** Record extracts follows **

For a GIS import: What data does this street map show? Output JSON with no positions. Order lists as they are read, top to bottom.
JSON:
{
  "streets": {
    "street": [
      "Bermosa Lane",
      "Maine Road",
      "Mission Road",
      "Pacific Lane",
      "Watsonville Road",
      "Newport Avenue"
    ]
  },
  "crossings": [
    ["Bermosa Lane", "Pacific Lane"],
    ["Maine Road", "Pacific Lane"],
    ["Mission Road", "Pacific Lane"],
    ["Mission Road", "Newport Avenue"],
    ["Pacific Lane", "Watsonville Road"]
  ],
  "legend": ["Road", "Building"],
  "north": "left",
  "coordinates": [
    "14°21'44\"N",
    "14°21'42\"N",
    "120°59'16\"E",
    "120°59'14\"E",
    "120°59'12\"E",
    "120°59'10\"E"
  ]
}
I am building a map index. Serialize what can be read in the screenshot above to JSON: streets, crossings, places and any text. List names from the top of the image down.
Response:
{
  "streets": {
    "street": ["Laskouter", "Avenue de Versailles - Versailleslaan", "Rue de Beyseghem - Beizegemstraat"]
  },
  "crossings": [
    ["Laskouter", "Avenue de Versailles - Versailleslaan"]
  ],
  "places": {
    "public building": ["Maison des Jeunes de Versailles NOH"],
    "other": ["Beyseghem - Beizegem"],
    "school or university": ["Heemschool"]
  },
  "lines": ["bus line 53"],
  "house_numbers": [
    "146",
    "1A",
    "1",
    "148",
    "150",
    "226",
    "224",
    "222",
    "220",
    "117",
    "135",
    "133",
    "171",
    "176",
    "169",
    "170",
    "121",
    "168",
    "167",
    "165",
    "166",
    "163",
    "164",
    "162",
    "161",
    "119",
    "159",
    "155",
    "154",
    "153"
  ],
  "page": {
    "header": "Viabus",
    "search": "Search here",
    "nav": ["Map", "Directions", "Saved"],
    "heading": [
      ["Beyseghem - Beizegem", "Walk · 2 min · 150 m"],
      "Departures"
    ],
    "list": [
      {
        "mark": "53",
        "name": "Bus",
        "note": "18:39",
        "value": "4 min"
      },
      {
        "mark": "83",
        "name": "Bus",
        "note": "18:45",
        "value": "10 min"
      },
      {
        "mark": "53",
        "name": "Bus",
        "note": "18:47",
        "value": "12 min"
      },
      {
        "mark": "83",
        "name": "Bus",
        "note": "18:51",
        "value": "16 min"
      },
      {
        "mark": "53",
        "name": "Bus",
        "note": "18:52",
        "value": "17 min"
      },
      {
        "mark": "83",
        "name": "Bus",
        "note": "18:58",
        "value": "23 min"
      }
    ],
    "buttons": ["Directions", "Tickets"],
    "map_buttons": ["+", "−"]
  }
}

** End of Record extracts **

__Your objective__
List all lines above in which the string "Bermosa" appears.

__Task answer__
      "Bermosa Lane",
    ["Bermosa Lane", "Pacific Lane"],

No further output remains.